Problems and solutions in Up- and Down-scaling in Environmental Modelling for the Policy Scale

Environmental models are mostly developed to study processes at a certain scale. They are increasingly applied for analyses to support decision making of policy makers on natural resource and environmental risk management. Usually the policy scale differs from the scale the models are developed for as processes have to be taken into account occurring at various scales. In addition, many models were developed for research purposes rather than for policy support. As a consequence, several models are often combined into model chains to arrive at estimates for the policy scale, each sub-model describing a sub set of processes and only valid for a certain scale. The change of scale in such model chains involves up- and down-scaling of model inputs, model parameters as well as adaptations of model equations in order to enable predictions at the policy scale.

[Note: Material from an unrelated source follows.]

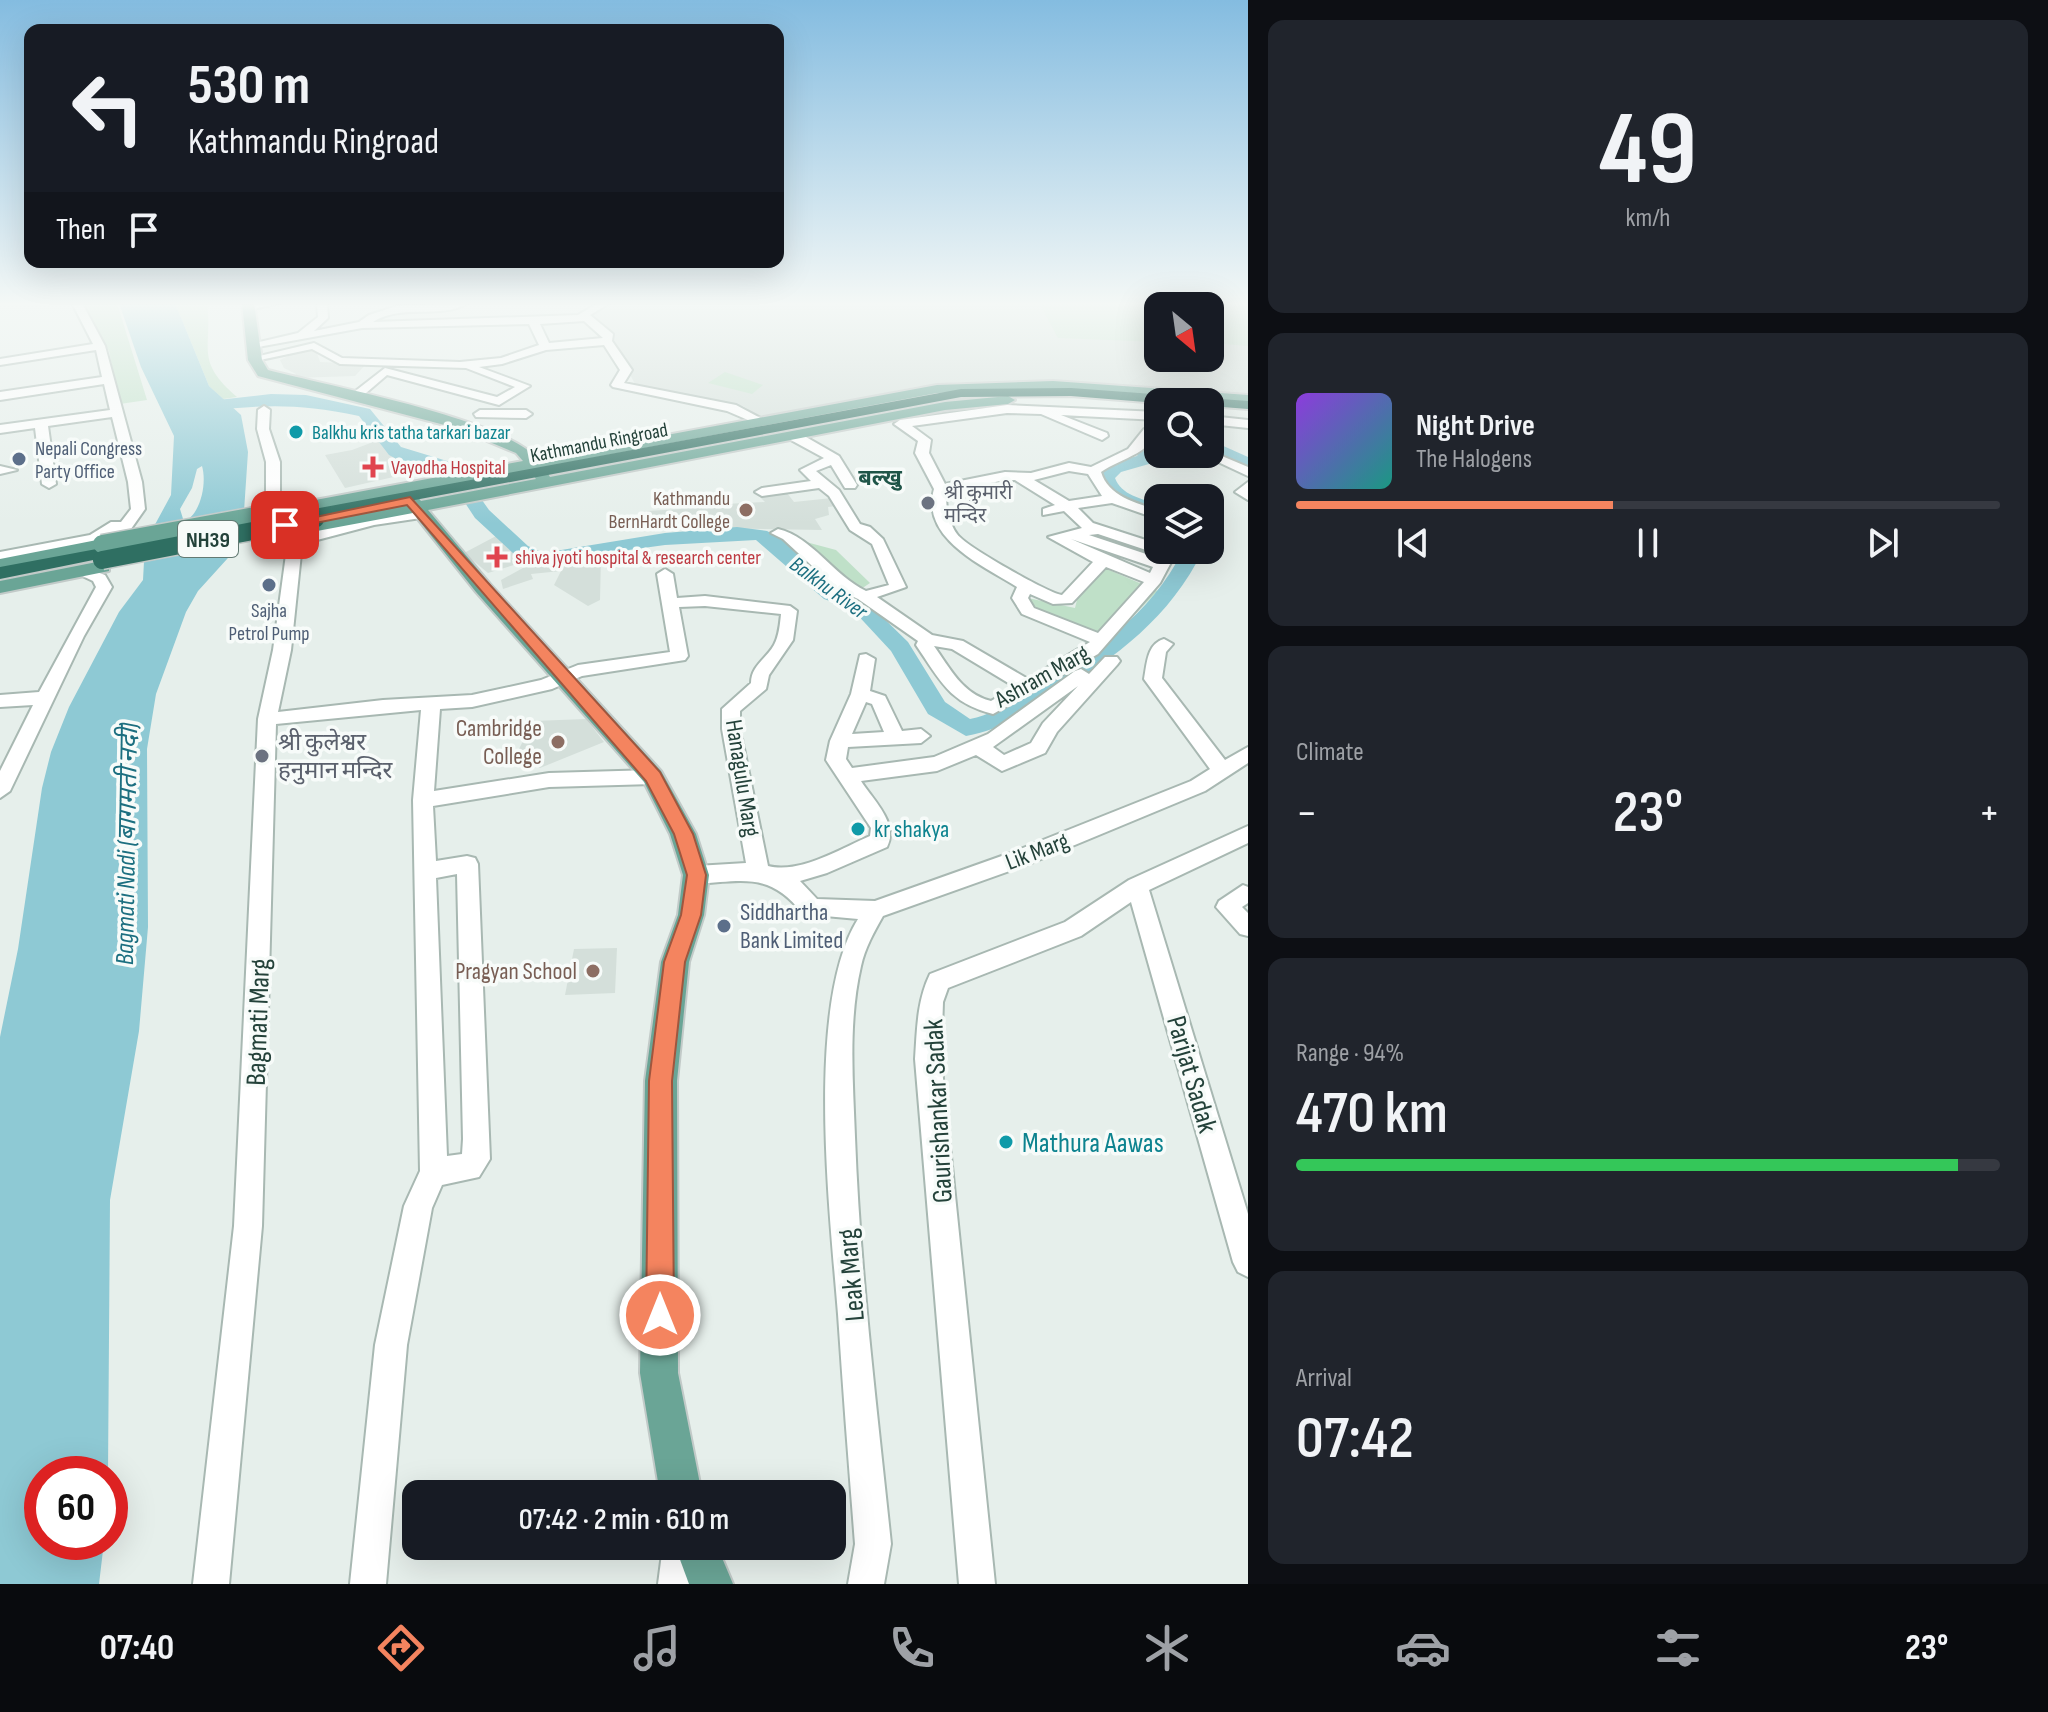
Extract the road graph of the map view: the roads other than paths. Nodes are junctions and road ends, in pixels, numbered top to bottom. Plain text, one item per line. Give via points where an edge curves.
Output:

The errors and uncertainties associated with these changes of scale often receive too little attention, which results in a lower quality of the model results and thus their usability (e.g. for risk analysis). Our contribution aims to a raise of the awareness of some specific problems and impacts that up- and down-scaling can have on the quality of model results. Too many up and down-scaling steps can result in too complex models which can increase the error of model results. At the detailed scale, too many processes may be taken into account, whereas on the coarser scales important driving variables and processes are not taken into account. We use a model chain (STONE) to provide an example on how the resulting error at the policy scale can be estimated and what options for error analysis and error minimization exist.